02-29-2004, 05:27 PM
Hi Paulasue...

I'm not sure I know enough to explain it in more detail to you. My take is that if we use the muscles that attach to the part of the spine that is to be fused, it will cause movement of the spine preventing fusion. I think it would be a good idea for you to talk to your daughter's surgeon. My own surgeon told me to avoid weight equipment that involved exercising the spine, but I don't have a clue as to whether that belief comes from actual knowledge or is just an educated guess. As far as I know, there is no published literature showing the differences between people who are really active after long fusion, to those who aren't as active.

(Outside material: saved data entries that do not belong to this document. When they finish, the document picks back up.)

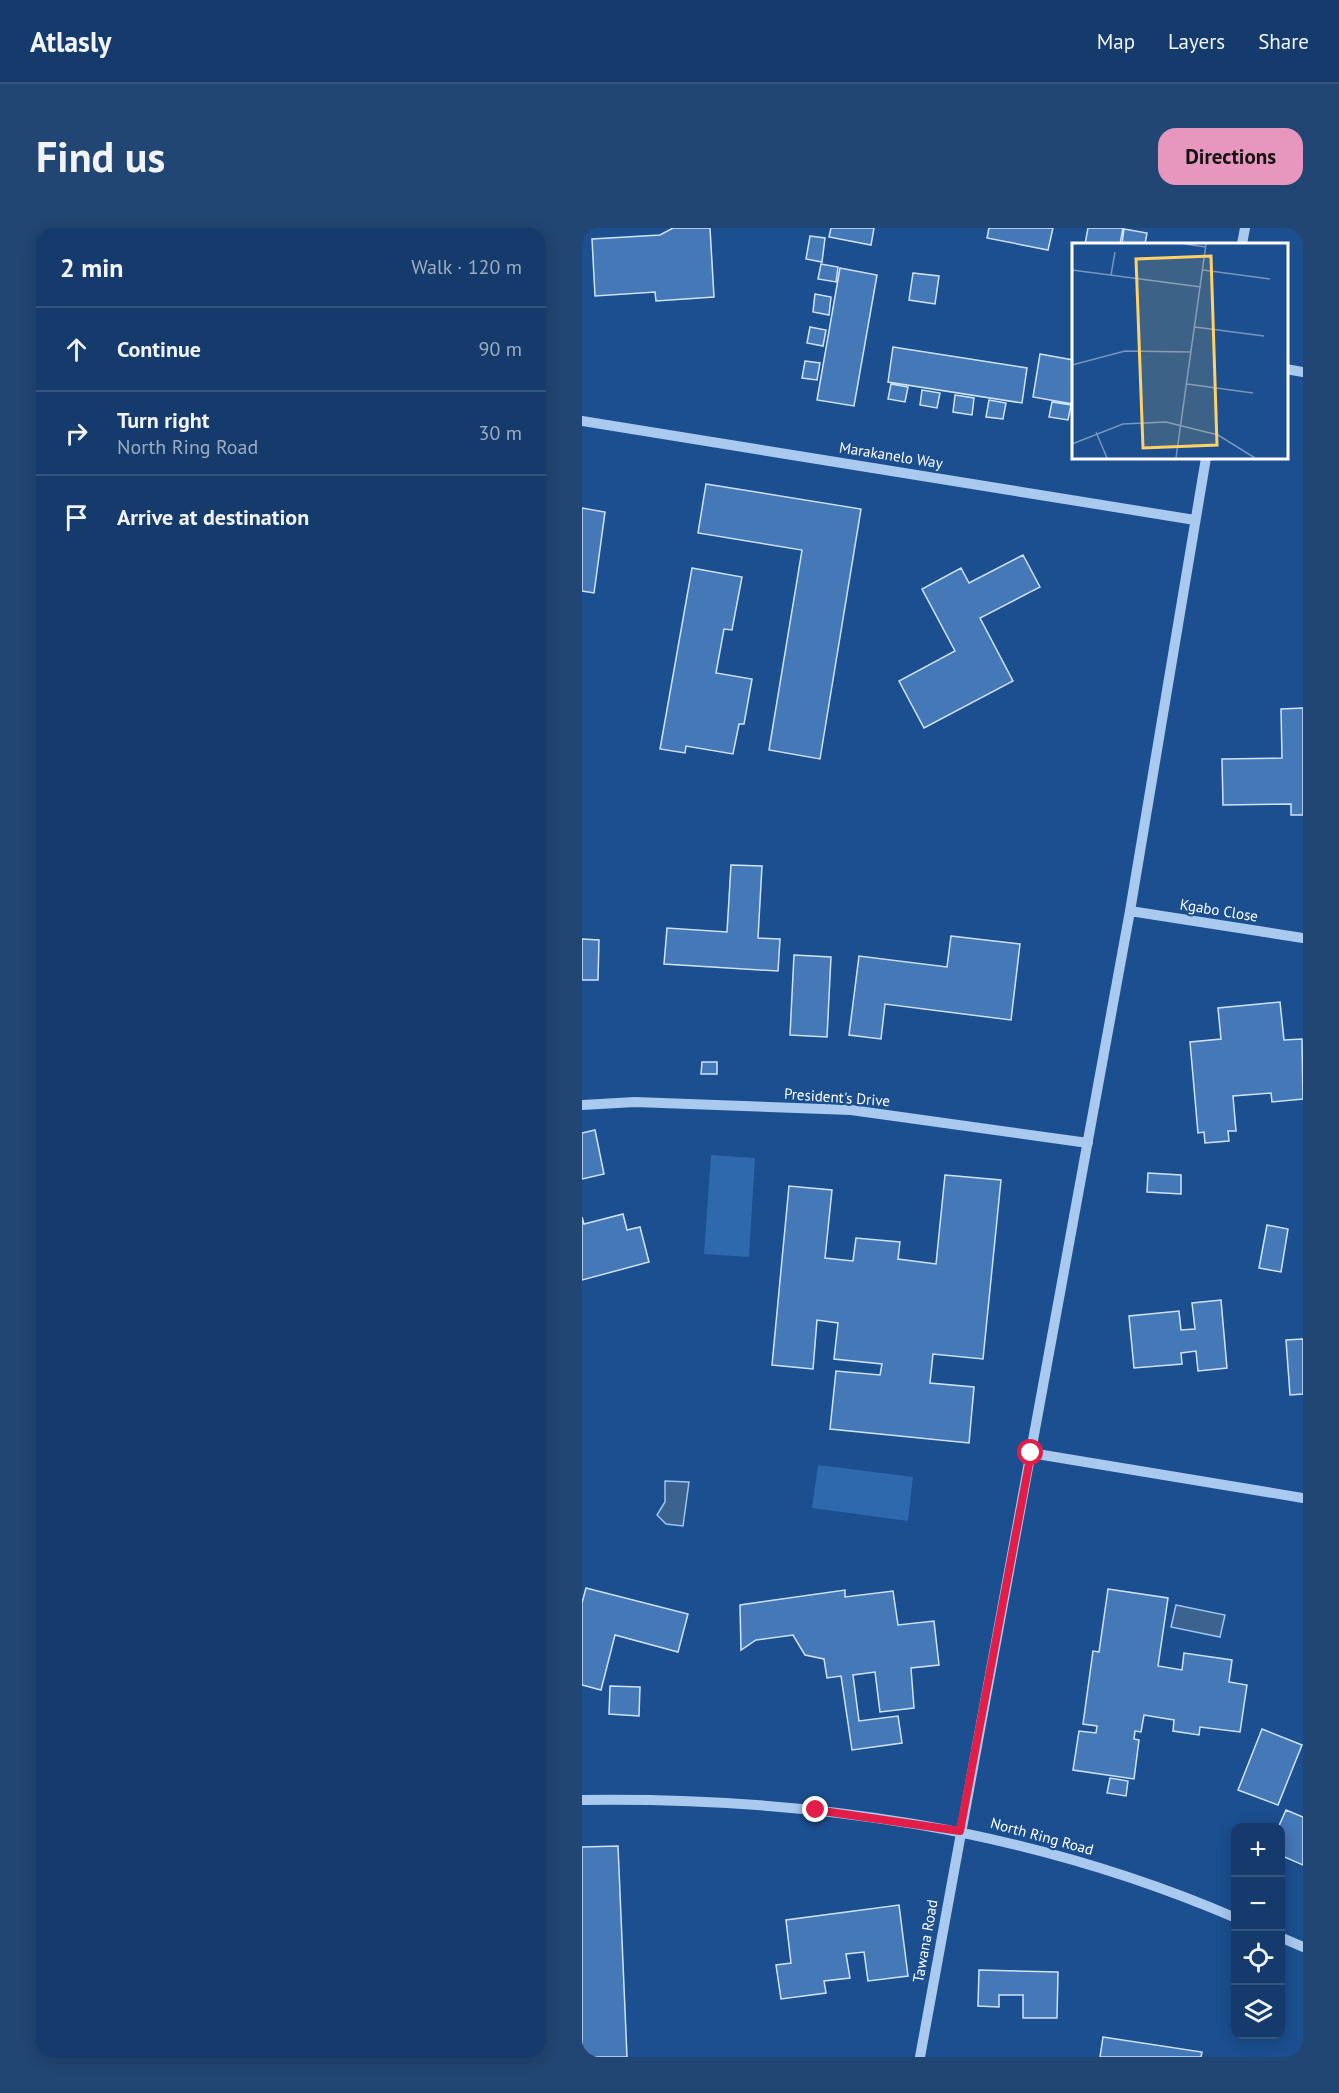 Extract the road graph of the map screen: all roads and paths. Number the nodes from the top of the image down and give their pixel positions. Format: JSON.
{"nodes":[{"id":1,"x":1245,"y":228,"type":"edge"},
{"id":2,"x":1242,"y":243,"type":"edge"},
{"id":3,"x":1288,"y":369,"type":"edge"},
{"id":4,"x":1303,"y":372,"type":"edge"},
{"id":5,"x":582,"y":420,"type":"edge"},
{"id":6,"x":1206,"y":459,"type":"edge"},
{"id":7,"x":1195,"y":520,"type":"junction"},
{"id":8,"x":1131,"y":911,"type":"junction"},
{"id":9,"x":1303,"y":938,"type":"edge"},
{"id":10,"x":582,"y":1105,"type":"edge"},
{"id":11,"x":1088,"y":1143,"type":"junction"},
{"id":12,"x":1031,"y":1453,"type":"junction"},
{"id":13,"x":1303,"y":1498,"type":"edge"},
{"id":14,"x":582,"y":1800,"type":"edge"},
{"id":15,"x":960,"y":1831,"type":"junction"},
{"id":16,"x":1231,"y":1915,"type":"edge"},
{"id":17,"x":1285,"y":1939,"type":"edge"},
{"id":18,"x":1303,"y":1947,"type":"edge"},
{"id":19,"x":920,"y":2057,"type":"edge"}],
"edges":[{"from":1,"to":2,"type":"street"},
{"from":3,"to":4,"type":"street"},
{"from":5,"to":7,"type":"street","name":"Marakanelo Way"},
{"from":6,"to":7,"type":"street","name":"Tawana Road"},
{"from":7,"to":8,"type":"street","name":"Tawana Road"},
{"from":8,"to":9,"type":"street","name":"Kgabo Close"},
{"from":8,"to":11,"type":"street","name":"Tawana Road"},
{"from":10,"to":11,"type":"street","name":"President's Drive"},
{"from":11,"to":12,"type":"street","name":"Tawana Road"},
{"from":12,"to":13,"type":"street"},
{"from":12,"to":15,"type":"street","name":"Tawana Road"},
{"from":14,"to":15,"type":"street","name":"North Ring Road"},
{"from":15,"to":16,"type":"street","name":"North Ring Road"},
{"from":15,"to":19,"type":"street","name":"Tawana Road"},
{"from":17,"to":18,"type":"street"}]}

The one thing that the medical community knows for certain is that the discs above and below long fusions are more at risk for degeneration, and it is believed that activities that put a lot of stress on those discs will accelerate degeneration.

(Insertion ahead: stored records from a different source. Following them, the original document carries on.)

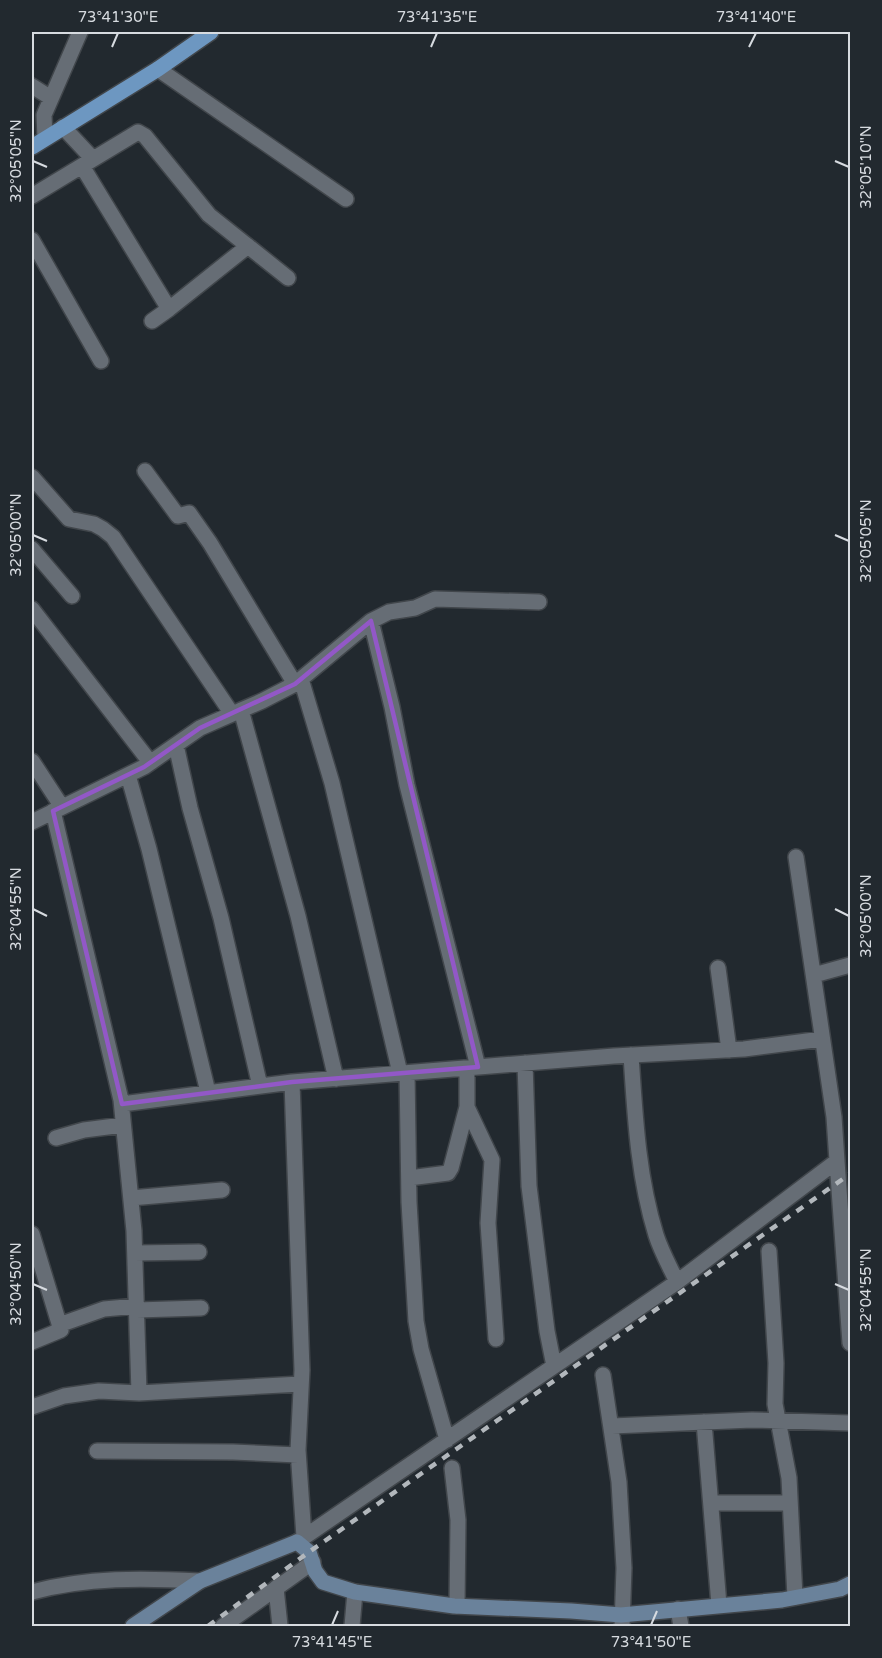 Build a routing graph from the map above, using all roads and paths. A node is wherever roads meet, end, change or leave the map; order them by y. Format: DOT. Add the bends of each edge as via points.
graph roads {
  1 [pos="80,32"];
  2 [pos="211,32"];
  3 [pos="158,69"];
  4 [pos="32,86"];
  5 [pos="51,99"];
  6 [pos="63,127"];
  7 [pos="45,138"];
  8 [pos="32,147"];
  9 [pos="87,163"];
  10 [pos="32,196"];
  11 [pos="346,199"];
  12 [pos="32,240"];
  13 [pos="248,246"];
  14 [pos="288,278"];
  15 [pos="169,309"];
  16 [pos="152,321"];
  17 [pos="101,361"];
  18 [pos="145,471"];
  19 [pos="34,487"];
  20 [pos="32,549"];
  21 [pos="72,596"];
  22 [pos="539,602"];
  23 [pos="32,609"];
  24 [pos="371,621"];
  25 [pos="298,681"];
  26 [pos="236,712"];
  27 [pos="176,745"];
  28 [pos="32,760"];
  29 [pos="150,762"];
  30 [pos="128,775"];
  31 [pos="58,809"];
  32 [pos="32,822"];
  33 [pos="796,857"];
  34 [pos="850,965"];
  35 [pos="718,968"];
  36 [pos="814,975"];
  37 [pos="822,1039"];
  38 [pos="729,1050"];
  39 [pos="631,1055"];
  40 [pos="525,1063"];
  41 [pos="473,1067"];
  42 [pos="403,1073"];
  43 [pos="336,1079"];
  44 [pos="292,1082"];
  45 [pos="260,1086"];
  46 [pos="208,1092"];
  47 [pos="122,1104"];
  48 [pos="467,1107"];
  49 [pos="123,1125"];
  50 [pos="56,1138"];
  51 [pos="842,1165"];
  52 [pos="409,1178"];
  53 [pos="222,1190"];
  54 [pos="131,1198"];
  55 [pos="32,1234"];
  56 [pos="847,1240"];
  57 [pos="769,1251"];
  58 [pos="199,1252"];
  59 [pos="135,1253"];
  60 [pos="677,1282"];
  61 [pos="137,1308"];
  62 [pos="201,1308"];
  63 [pos="59,1325"];
  64 [pos="496,1339"];
  65 [pos="32,1342"];
  66 [pos="850,1343"];
  67 [pos="554,1366"];
  68 [pos="603,1375"];
  69 [pos="301,1384"];
  70 [pos="139,1393"];
  71 [pos="32,1407"];
  72 [pos="778,1421"];
  73 [pos="704,1422"];
  74 [pos="850,1424"];
  75 [pos="612,1426"];
  76 [pos="447,1440"];
  77 [pos="97,1451"];
  78 [pos="298,1455"];
  79 [pos="452,1468"];
  80 [pos="711,1503"];
  81 [pos="790,1503"];
  82 [pos="301,1540"];
  83 [pos="313,1562"];
  84 [pos="200,1581"];
  85 [pos="850,1584"];
  86 [pos="276,1588"];
  87 [pos="32,1592"];
  88 [pos="355,1592"];
  89 [pos="795,1597"];
  90 [pos="719,1605"];
  91 [pos="457,1606"];
  92 [pos="678,1609"];
  93 [pos="622,1621"];
  94 [pos="133,1626"];
  95 [pos="223,1626"];
  96 [pos="280,1626"];
  97 [pos="352,1626"];
  98 [pos="681,1626"];
  1 -- 5 [label="street"];
  2 -- 3 [label="main road"];
  3 -- 6 [label="main road"];
  3 -- 11 [label="street"];
  4 -- 5 [label="street"];
  5 -- 7 [label="street" via="44,115"];
  6 -- 7 [label="main road"];
  6 -- 9 [label="street"];
  7 -- 8 [label="main road"];
  9 -- 10 [label="street"];
  9 -- 13 [label="street" via="138,132 208,215"];
  9 -- 15 [label="street"];
  12 -- 17 [label="street"];
  13 -- 14 [label="street"];
  13 -- 15 [label="street"];
  15 -- 16 [label="street"];
  18 -- 25 [label="street" via="178,516 189,513"];
  19 -- 26 [label="street" via="69,519 94,524 113,537"];
  20 -- 21 [label="street"];
  22 -- 24 [label="street" via="435,599"];
  23 -- 29 [label="street"];
  24 -- 25 [label="street"];
  24 -- 41 [label="street"];
  25 -- 26 [label="street"];
  25 -- 42 [label="street" via="332,783"];
  26 -- 27 [label="street" via="200,728"];
  26 -- 43 [label="street" via="298,916"];
  27 -- 29 [label="street"];
  27 -- 45 [label="street"];
  28 -- 31 [label="street"];
  29 -- 30 [label="street"];
  30 -- 31 [label="street"];
  30 -- 46 [label="street"];
  31 -- 32 [label="street"];
  31 -- 47 [label="street"];
  33 -- 36 [label="street"];
  34 -- 36 [label="street"];
  35 -- 38 [label="street"];
  36 -- 37 [label="street"];
  37 -- 38 [label="street"];
  37 -- 51 [label="street"];
  38 -- 39 [label="street"];
  39 -- 40 [label="street"];
  39 -- 60 [label="street" via="643,1183 657,1237"];
  40 -- 41 [label="street"];
  40 -- 67 [label="street" via="529,1186"];
  41 -- 42 [label="street"];
  41 -- 48 [label="street"];
  42 -- 43 [label="street"];
  42 -- 52 [label="street"];
  43 -- 44 [label="street"];
  44 -- 45 [label="street"];
  44 -- 69 [label="street"];
  45 -- 46 [label="street"];
  46 -- 47 [label="street"];
  47 -- 49 [label="street"];
  48 -- 52 [label="street" via="448,1173"];
  48 -- 64 [label="street" via="492,1160 488,1223"];
  49 -- 50 [label="street"];
  49 -- 54 [label="street"];
  51 -- 56 [label="street"];
  51 -- 60 [label="street"];
  52 -- 76 [label="street" via="416,1322"];
  53 -- 54 [label="street"];
  54 -- 59 [label="street"];
  55 -- 63 [label="street"];
  56 -- 66 [label="street"];
  57 -- 72 [label="street"];
  58 -- 59 [label="street"];
  59 -- 61 [label="street"];
  60 -- 67 [label="street"];
  61 -- 62 [label="street"];
  61 -- 63 [label="street" via="104,1309"];
  61 -- 70 [label="street"];
  63 -- 65 [label="street" via="61,1330"];
  67 -- 76 [label="street"];
  68 -- 75 [label="street"];
  69 -- 70 [label="street"];
  69 -- 78 [label="street"];
  70 -- 71 [label="street" via="76,1394"];
  72 -- 73 [label="street"];
  72 -- 74 [label="street"];
  72 -- 81 [label="street"];
  73 -- 75 [label="street"];
  73 -- 80 [label="street"];
  75 -- 93 [label="street" via="624,1568"];
  76 -- 82 [label="street"];
  77 -- 78 [label="street"];
  78 -- 82 [label="street"];
  79 -- 91 [label="street" via="458,1520"];
  80 -- 81 [label="street"];
  80 -- 90 [label="street"];
  81 -- 89 [label="street"];
  82 -- 83 [label="street"];
  82 -- 84 [label="street"];
  83 -- 86 [label="street"];
  83 -- 88 [label="street" via="323,1582"];
  84 -- 87 [label="street" via="70,1582"];
  84 -- 94 [label="street"];
  85 -- 89 [label="street"];
  86 -- 95 [label="street"];
  86 -- 96 [label="street"];
  88 -- 91 [label="street"];
  88 -- 97 [label="street"];
  89 -- 90 [label="street"];
  90 -- 92 [label="street"];
  91 -- 93 [label="street" via="571,1611"];
  92 -- 93 [label="street"];
  92 -- 98 [label="street"];
}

Sorry that I can't be of more help.


03-01-2004, 12:23 PM
I go to the gym, and play ultimate frisbee with friends, ski, etc. I do crunches every morning, and I will say that I notice lack of exercise makes my back MORE sore. I feel better when I work out my abs for some reason. PErhaps it eases the pressure on the back muscles?

I avoid TARGETING my back when I work out, but I do cardio, which I think works out everything. I also do arms and legs, which all use the back muscles to some degree.

My surgeon only said to avoid jarring activity, such as horseback riding. Your daughter should be able to return to a full, normal life. Some people do have a lot of pain after surgery... it's a risk we take, unfortunately. I was lucky, and consider myself a success story - I am pain free and active.

03-02-2004, 12:51 PM
Hi, Rachel,

Thank you so much for you reply. Does your fusion extend into the lumbar area? My daughter's will be to L2. I also was wondering if you do any form of dancing - this is her greatest love and what she is most afraid of not being able to do well again (post recovery, of course). Wondered if you have any insight to share on that subject. Thanks again for sharing the information.


08-27-2004, 05:58 PM
Hi Rachel,

Thanks for the post. Can I ask, how old were you when you had surgery, and how old are you now? It would be helpful to know.

Thanks! Laura

08-31-2004, 02:34 PM

I was 22 at the time of surgery. I am now 27. We had waited until I stopped growing, hoping the curve was stop its progression. It's hard to believe surgery was 5 years ago!

I am always happy to dicuss the experience, or answer any questions you may have. Feel free to email me at rcb1977@hotmail.com.



08-31-2004, 07:36 PM
my fusion extends into my L2 and does not affect any physical performance at all. I have never heard anything about the back muscle thing. I've worked out everyday for a year, chest, arms, shoulders, legs and back. this was well 2 years after my surgery when everything has healed completly. The back exercises din't hurt my back at all, and my annual check ups show no change in the curve. For back exercises i did wide grip pull ups, seated row, and another where i used dumb bells. I do a lot of dancing and has not perfected my performance much if any. Good luck, Derek

09-09-2004, 03:11 PM
Hi paulasue2,

At the age of four years old, fifty years ago I had an experimental surgery on my Spine. Total fusion and no support rods or metal of any kind, I served in the United States Navy, Played in a Rock & Roll band as a drummer, played a little football, worked in numerous factories, worked as a Janitor, do you see the picture. Your daughter should do what ever she would like, continue her life as normal as possible. Dream the American Dream, inclusion is the name of the game that we all must play.
Sure what I just read from LindaRacine and RachelCB77 does make a lot of sense, but again we were and are only young once so enjoy it. Just learn your limits, God Bless.